Endocrine therapy plus bevacizumab with the possibility of weekly paclitaxel reinduction signals efficacy and demonstrates a good safety profile in patients with ER-positive, HER2-negative advanced or metastatic breast cancer who have responded to induction therapy.
Switch maintenance to endocrine therapy plus bevacizumab (Avastin) with the possibility of weekly paclitaxel reinduction signals efficacy and demonstrates a better safety profile compared to weekly paclitaxel plus bevacizumab in patients with estrogen receptor (ER)-positive, human epidermal receptor (HER)2-negative advanced or metastatic breast cancer who have responded to induction therapy, according phase 2 study findings published in the Lancet Oncology.1
BOOSTER is a multicenter, randomized study ( NCT01989780), which compared continuing bevacizumab and paclitaxel or switching to hormonal maintenance therapy followed by bevacizumab plus paclitaxel after induction therapy of bevacizumab plus paclitaxel, in order to evaluate optimal usage.
The study enrolled a total of 160 patients with advanced or metastatic ER-positive, HER2-negative breast cancer across 53 hospitals in Japan with the goal of comparing the 2 treatment strategies following induction therapy with 4-6 cycles of the combined use of weekly paclitaxel and bevacizumab.2
Enrollment in the trial was open to females aged 20-75 with histologically confirmed adenocarcinoma of the breast who had HER2-negative disease and documented ER-positive. At the time of enrollment, the locally advanced or metastatic breast cancer had to be inoperative, and patients must have had no prior systemic therapy. Other requirements included an ECOG performance status of 0 or 1, a life expectancy at a minimum of 3 months, a measurable lesion per RECIST criteria, and adequate following organ function within 2 weeks before starting treatment.

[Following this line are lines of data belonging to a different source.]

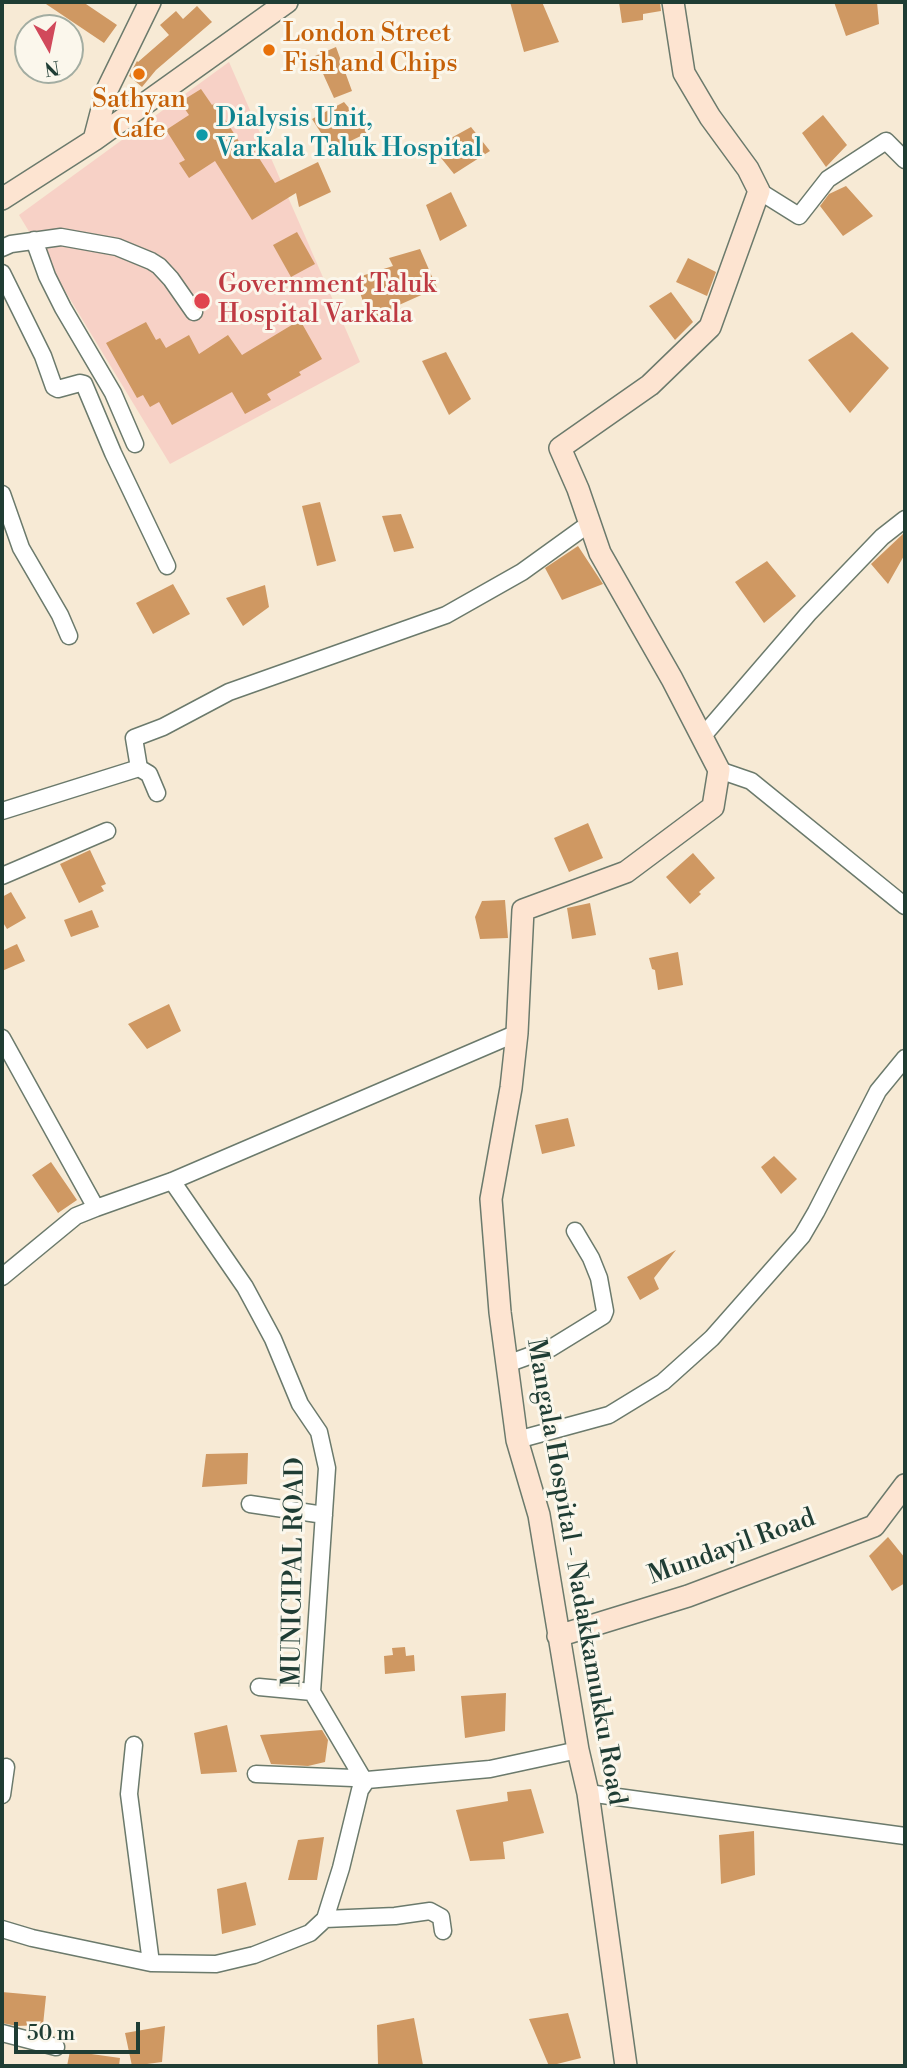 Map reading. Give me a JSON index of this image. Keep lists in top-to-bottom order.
{
  "streets": {
    "main road": ["Mundayil Road", "Mangala Hospital - Nadakkamukku Road"],
    "street": ["MUNICIPAL ROAD"]
  },
  "crossings": [
    ["Mundayil Road", "Mangala Hospital - Nadakkamukku Road"]
  ],
  "places": [
    "London Street Fish and Chips",
    "Sathyan Cafe",
    "Dialysis Unit, Varkala Taluk Hospital",
    "Government Taluk Hospital Varkala"
  ],
  "scale_bar": "50 m",
  "north": "bottom"
}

Every patient received 4 to 6 cycles of weekly, intravenous (IV) paclitaxel at 90 mg/m2 on days 1, 8, and 15 of each cycle and bevacizumab induction therapy in addition to IV bevacizumab at 10 mg/kg on days 1 and 15 of each. Responders who showed a complete response, partial response, or stable disease after induction therapy were then randomly assigned in a 1:1 ratio to either continue weekly paclitaxel plus bevacizumab or switch to maintenance endocrine therapy plus bevacizumab.
A total of 125 (78%) patients were then randomly assigned to endocrine therapy plus bevacizumab (n = 62; n = 61 in the full analysis set) or to weekly paclitaxel plus bevacizumab (n = 63; n = 63 in the full analysis set). In arm A, paclitaxel and bevacizumab was continued, while in arm B, paclitaxel was switched to maintenance endocrine therapy until disease progression, followed by paclitaxel and bevacizumab re-induction.

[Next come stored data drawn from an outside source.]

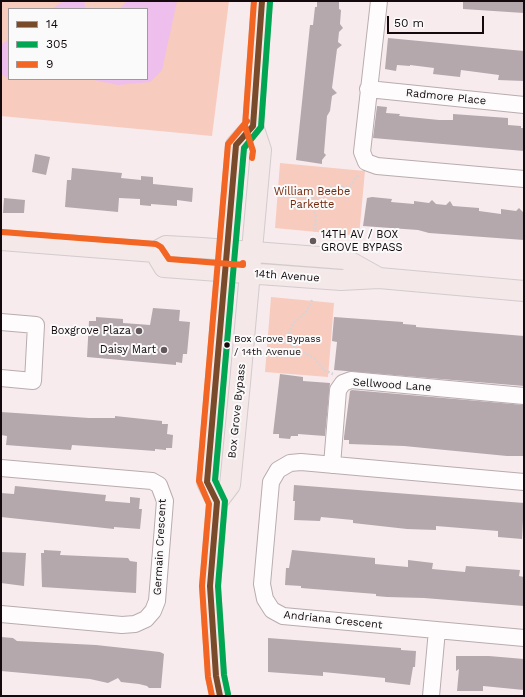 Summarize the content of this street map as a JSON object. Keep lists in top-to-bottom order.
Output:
{
  "streets": {
    "main road": ["14th Avenue", "Box Grove Bypass"],
    "street": [
      "Radmore Place",
      "Sellwood Lane",
      "Germain Crescent",
      "Andriana Crescent"
    ]
  },
  "crossings": [
    ["14th Avenue", "Box Grove Bypass"],
    ["Sellwood Lane", "Andriana Crescent"]
  ],
  "parks": ["William Beebe Parkette"],
  "places": [
    "14TH AV / BOX GROVE BYPASS",
    "Boxgrove Plaza",
    "Box Grove Bypass / 14th Avenue",
    "Daisy Mart"
  ],
  "lines": ["transit line 14", "transit line 9", "transit line 305"],
  "legend": ["14", "305", "9"],
  "scale_bar": "50 m"
} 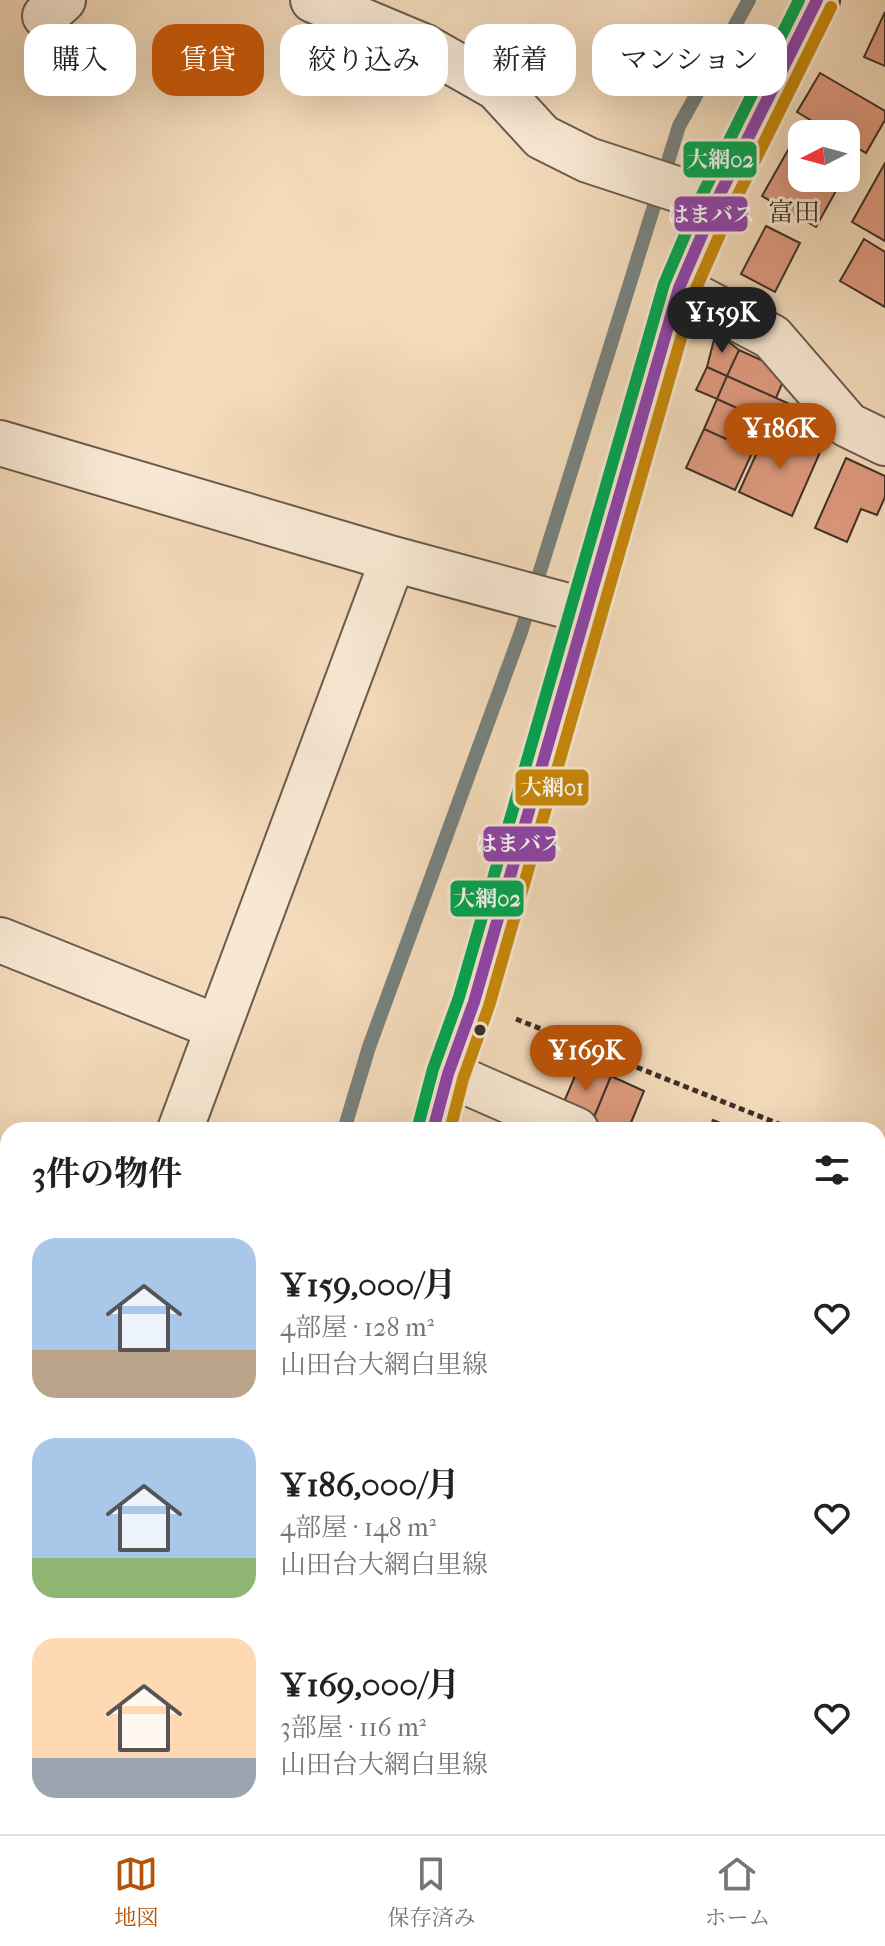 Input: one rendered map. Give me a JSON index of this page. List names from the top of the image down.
{
  "districts": ["富田"],
  "lines": ["transit line はまバス", "transit line 大網02", "transit line 大網01"],
  "north": "left",
  "page": {
    "chip": [
      "購入",
      "賃貸",
      "絞り込み",
      "新着",
      "マンション"
    ],
    "price": ["¥159K", "¥186K", "¥169K"],
    "heading": "3件の物件",
    "list": [
      {
        "name": "¥159,000/月",
        "note": "4部屋 · 128 m² · 山田台大網白里線"
      },
      {
        "name": "¥186,000/月",
        "note": "4部屋 · 148 m² · 山田台大網白里線"
      },
      {
        "name": "¥169,000/月",
        "note": "3部屋 · 116 m² · 山田台大網白里線"
      }
    ],
    "tabs": ["地図", "保存済み", "ホーム"]
  }
} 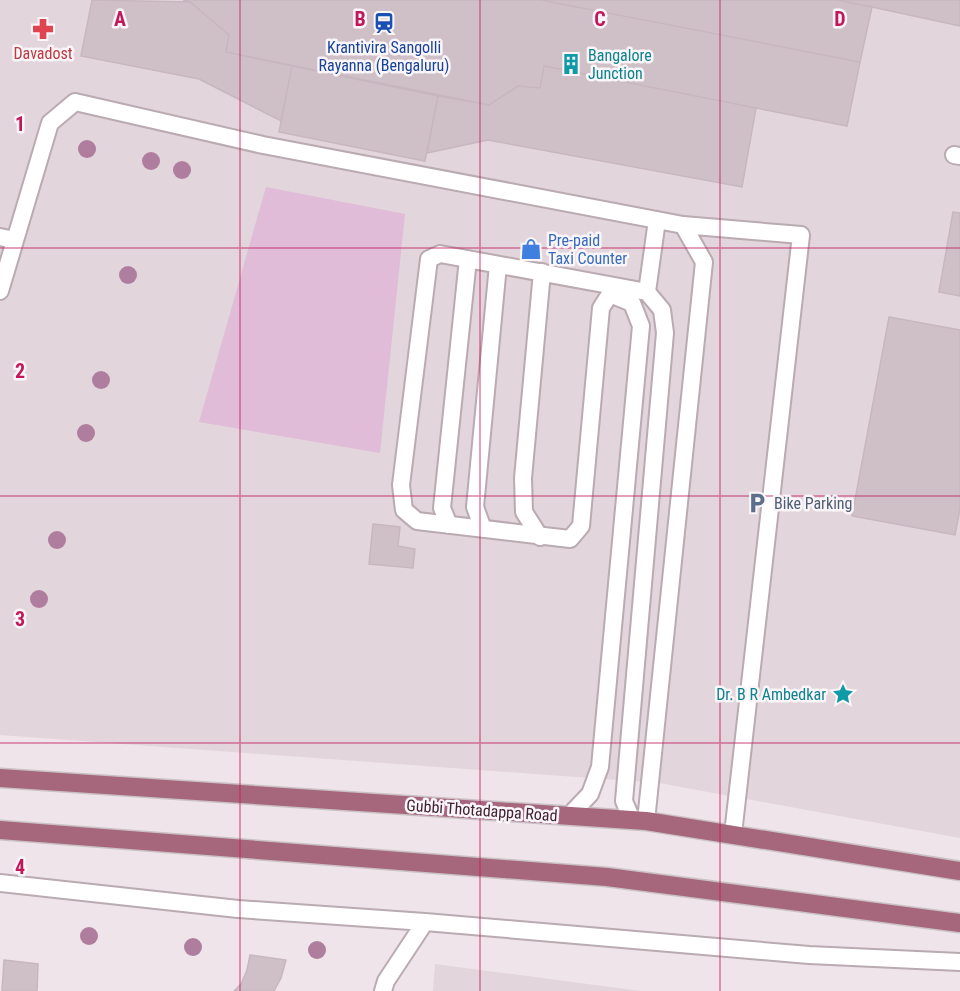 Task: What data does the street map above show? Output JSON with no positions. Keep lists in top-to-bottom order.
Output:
{
  "streets": {
    "main road": ["Gubbi Thotadappa Road"]
  },
  "places": {
    "station": ["Krantivira Sangolli Rayanna (Bengaluru)"],
    "pharmacy": ["Davadost"],
    "building": ["Bangalore Junction"],
    "shop": ["Pre-paid Taxi Counter"],
    "parking": ["Bike Parking"],
    "place": ["Dr. B R Ambedkar"]
  },
  "grid": {
    "columns": [
      "A",
      "B",
      "C",
      "D"
    ],
    "rows": [
      "1",
      "2",
      "3",
      "4"
    ]
  }
}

The primary end point was time to failure of strategy (TFS), which is 3.5 years or the time from randomization to a qualifying event. Secondary end points included overall survival, 2-year overall survival rate, progression-free survival, quality of life, and safety.
At a median follow-up of 21.3 months (13.0–28.2), TFS was significantly longer within the group of patients to receive endocrine therapy plus bevacizumab group (median 16.8 months, 95% CI, 12.9-19.0) vs in the weekly paclitaxel plus bevacizumab group (8.9 months, 5.7-13.8; HR, 0.51, 0.34-0.75; P =0.0006).

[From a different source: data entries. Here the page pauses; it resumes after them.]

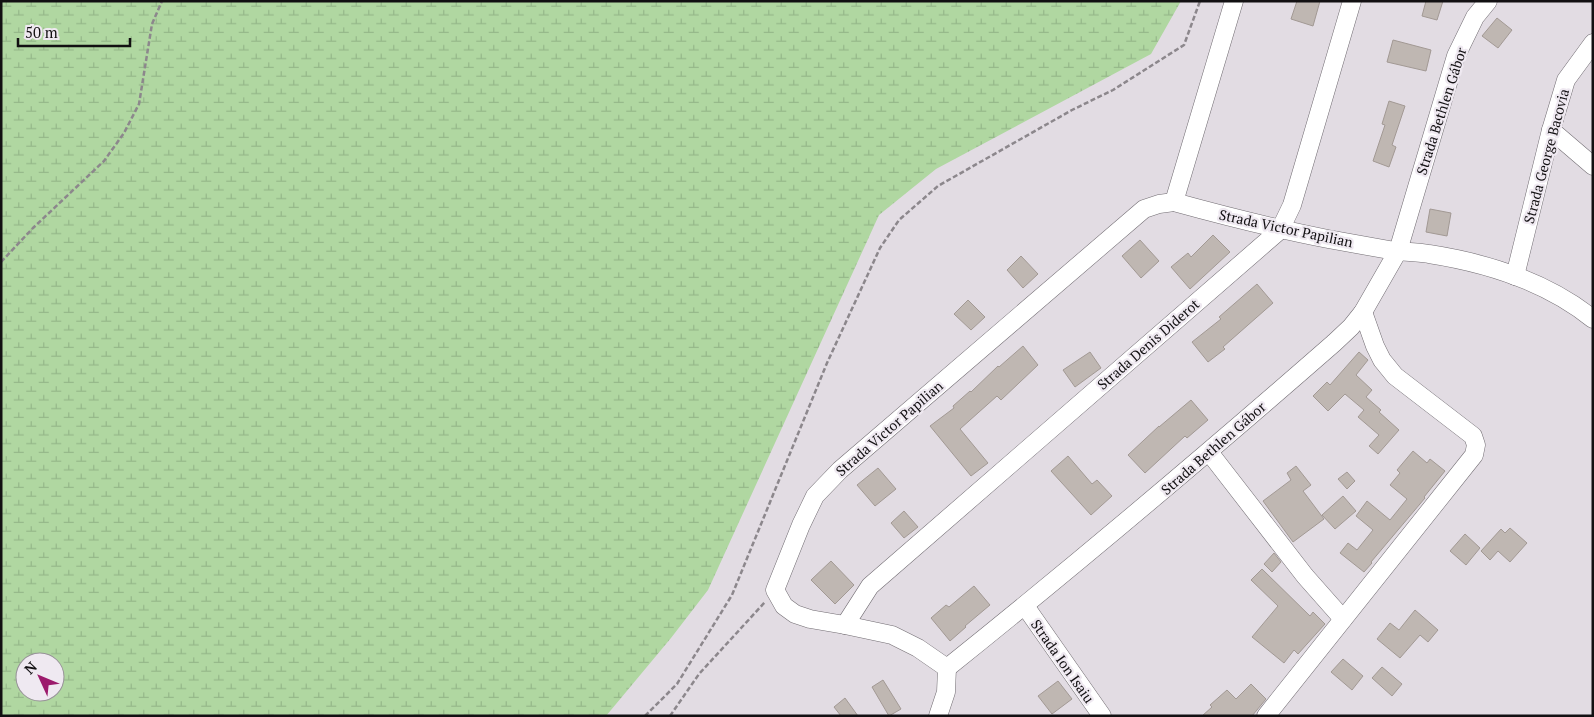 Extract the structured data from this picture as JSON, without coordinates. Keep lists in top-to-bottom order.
{
  "streets": {
    "street": [
      "Strada Bethlen Gábor",
      "Strada George Bacovia",
      "Strada Victor Papilian",
      "Strada Denis Diderot",
      "Strada Ion Isaiu"
    ]
  },
  "crossings": [
    ["Strada Bethlen Gábor", "Strada Victor Papilian"],
    ["Strada Bethlen Gábor", "Strada Ion Isaiu"],
    ["Strada George Bacovia", "Strada Victor Papilian"],
    ["Strada Victor Papilian", "Strada Denis Diderot"]
  ],
  "scale_bar": "50 m",
  "north": "top left"
} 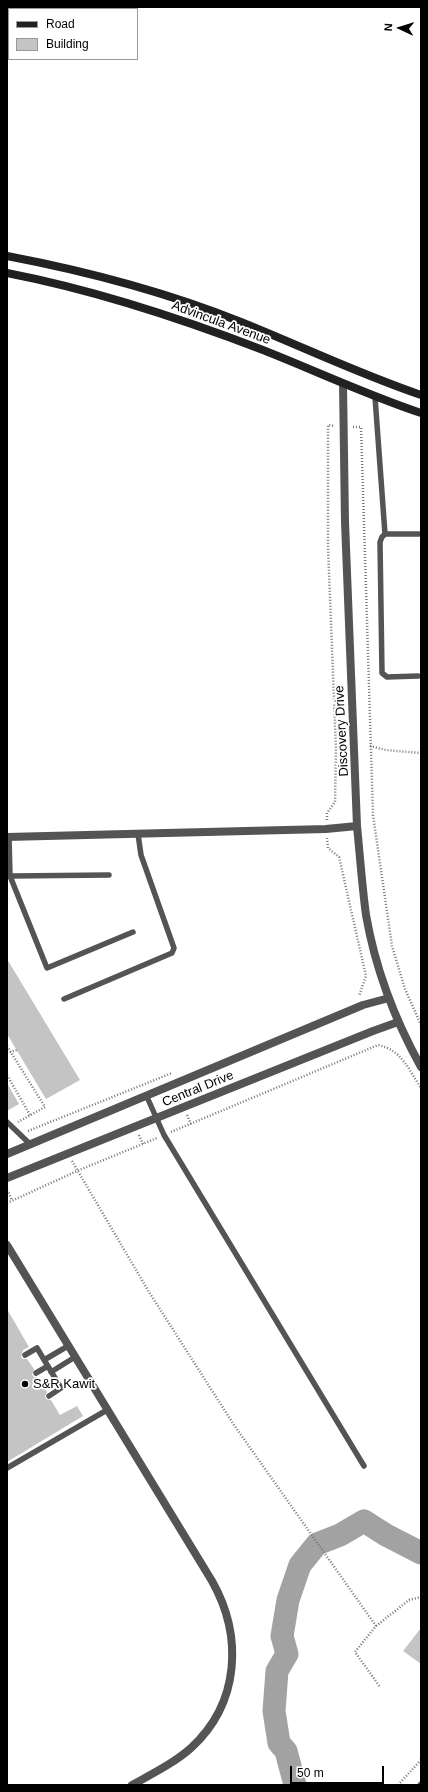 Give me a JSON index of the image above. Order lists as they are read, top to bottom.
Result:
{
  "streets": {
    "main road": ["Advincula Avenue"],
    "street": ["Discovery Drive", "Central Drive"]
  },
  "crossings": [
    ["Advincula Avenue", "Discovery Drive"],
    ["Discovery Drive", "Central Drive"]
  ],
  "places": ["S&R Kawit"],
  "legend": ["Road", "Building"],
  "scale_bar": "50 m",
  "north": "left"
}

In regard to safety, the most common grade 3 or 4 non-hematological adverse events (AEs) reported in the endocrine therapy plus bevacizumab group after randomization were 16% proteinuria (n = 10), 10% hypertension (n = 6), and 2% peripheral neuropathy (n = 1). In the weekly paclitaxel plus bevacizumab group, grade 3 or 4 non-hematological AEs that occurred included 13% proteinuria (n = 8), 10% hypertension (n = 6), and 10% peripheral neuropathy (n = 6). Further, 1 treatment-related death was reported in the weekly paclitaxel plus bevacizumab group due to duodenal ulcer perforation.
Overall, the study showed switching to maintenance endocrine therapy in addition to bevacizumab to be an efficacious alternative, when given the possibility of weekly paclitaxel reinduction, compared to continuing weekly paclitaxel plus bevacizumab in this patient population.